After solar energy, geothermal energy is the second most common primary energy source in the world. This renewable energy source is classified as sustainable and causes minimal greenhouse gas emissions. Moreover, it is continually available, regardless of the weather conditions or season. The use of geothermal energy could reduce CO2 emissions and dependence on energy imports, which is significant in view of the current energy crisis and Switzerland’s target of net-zero greenhouse gas emissions by 2050. This is because 75 percent of a building’s energy consumption is attributable to thermal energy, of which more than 50 percent is generated by fossil fuels like oil or gas. The 4.6 terawatt hours of heat generated geothermally in Switzerland during 2021 saved the equivalent of 403,000 tonnes of heating oil and prevented 1,274,700 tonnes of CO2 emissions, which is more than the city of Zurich produces annually.
Tapping the potential of medium-depth and deep heat sources is still in its infancy in Switzerland. In general, there is a need to better understand Switzerland’s geological subsurface and the associated geothermal potential. This would simplify new projects and the selection of suitable new drilling sites, and also minimise risks, such as the danger of triggering earthquakes while drilling for deep geothermal energy, as has already happened. Numerous research teams around the world, including in Switzerland, are working to improve understanding of artificial earthquakes. The Swiss project GEOBEST is monitoring the deep geothermal projects that have been realised to date; the data obtained provides the basis for models with which to predict artificially generated quakes. One risk not to be neglected with regard to tapping a geothermal reservoir is that of getting an insufficient thermal water production rate and/or encountering a deposit temperature that is too low. In such cases, the high initial costs do not pay off. Geothermal boreholes also entail a risk of negatively affecting or polluting the soil and groundwater. In addition, they are in competition with underground gas storage facilities and aspirations to store CO2 underground.
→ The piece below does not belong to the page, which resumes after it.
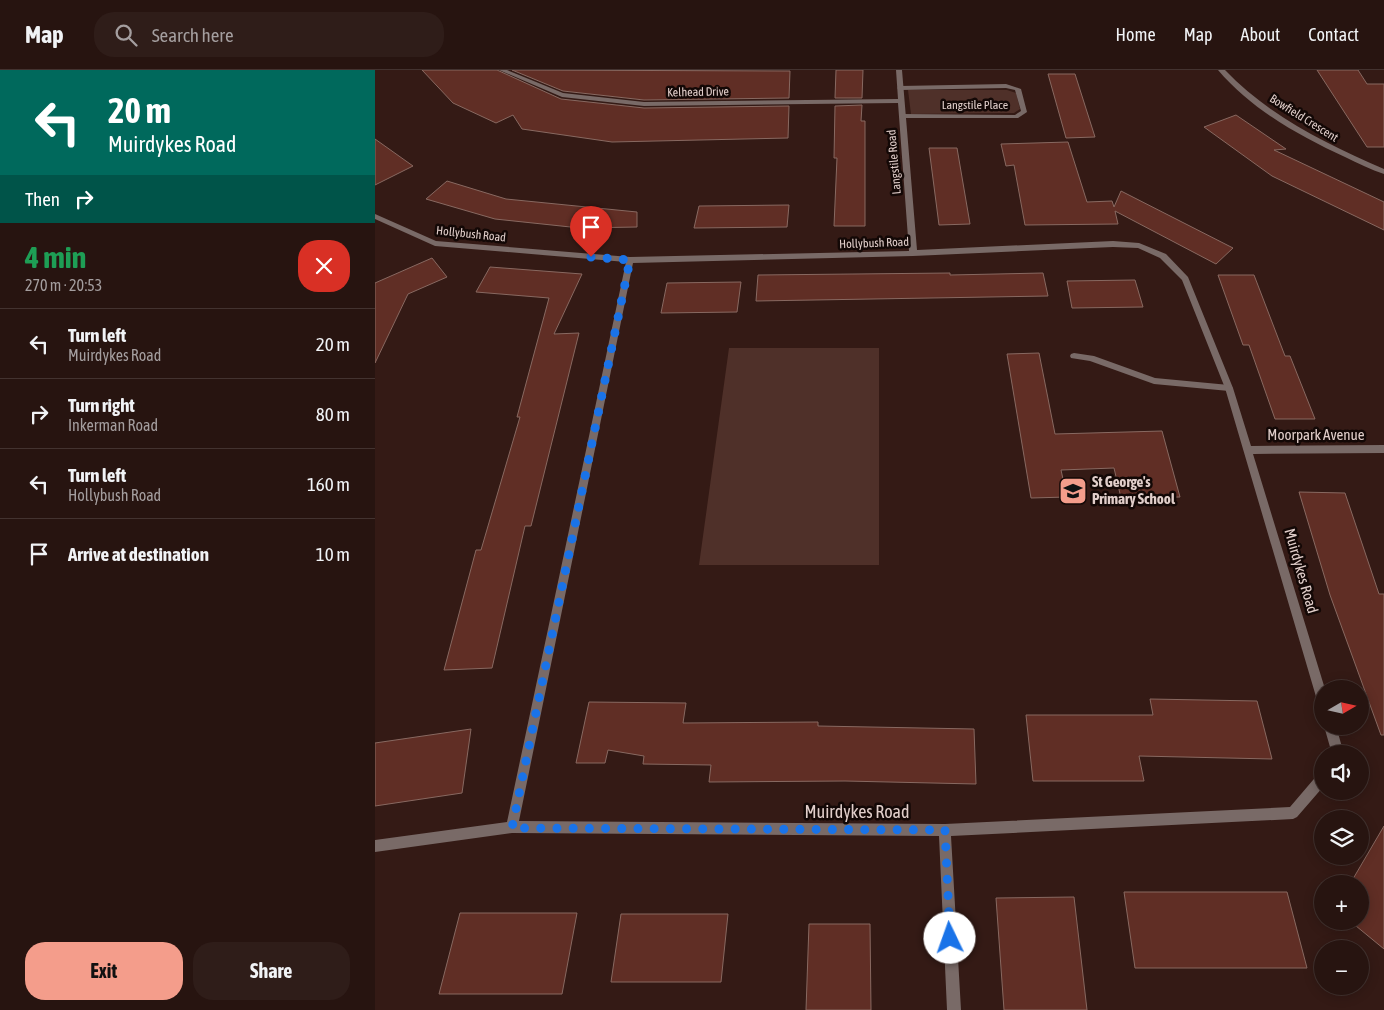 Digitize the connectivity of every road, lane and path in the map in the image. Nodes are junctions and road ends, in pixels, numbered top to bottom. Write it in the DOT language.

The public is sceptical about the technology and, above all, fear of induced earthquakes is widespread. In particular, there is inadequate awareness of the option of using geothermal boreholes to cool buildings in summer.
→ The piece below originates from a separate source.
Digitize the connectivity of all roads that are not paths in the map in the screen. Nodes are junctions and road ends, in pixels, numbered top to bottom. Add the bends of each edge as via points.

Within the current energy strategy, geothermal energy for electricity generation plays only a marginal role. Due to the time-consuming exploration and the uncertain chances of success, it is assumed that only the already planned deep geothermal projects will be realised by 2035. A coordinated national approach could help to better understand the geology and to make use of geothermal energy at local and regional level. The possibility of recovering energy from the built environment should also be given greater consideration and incorporated into planning. This involves the use of geostructures, i.e. building elements that are in direct contact with the Earth and can conduct heat. These include, for example, so-called ‘energy piles’, floor slabs, or walls of basements and underground garages, which act as heat probes. The fears among the general public could be combated by public relations work and transparent communication.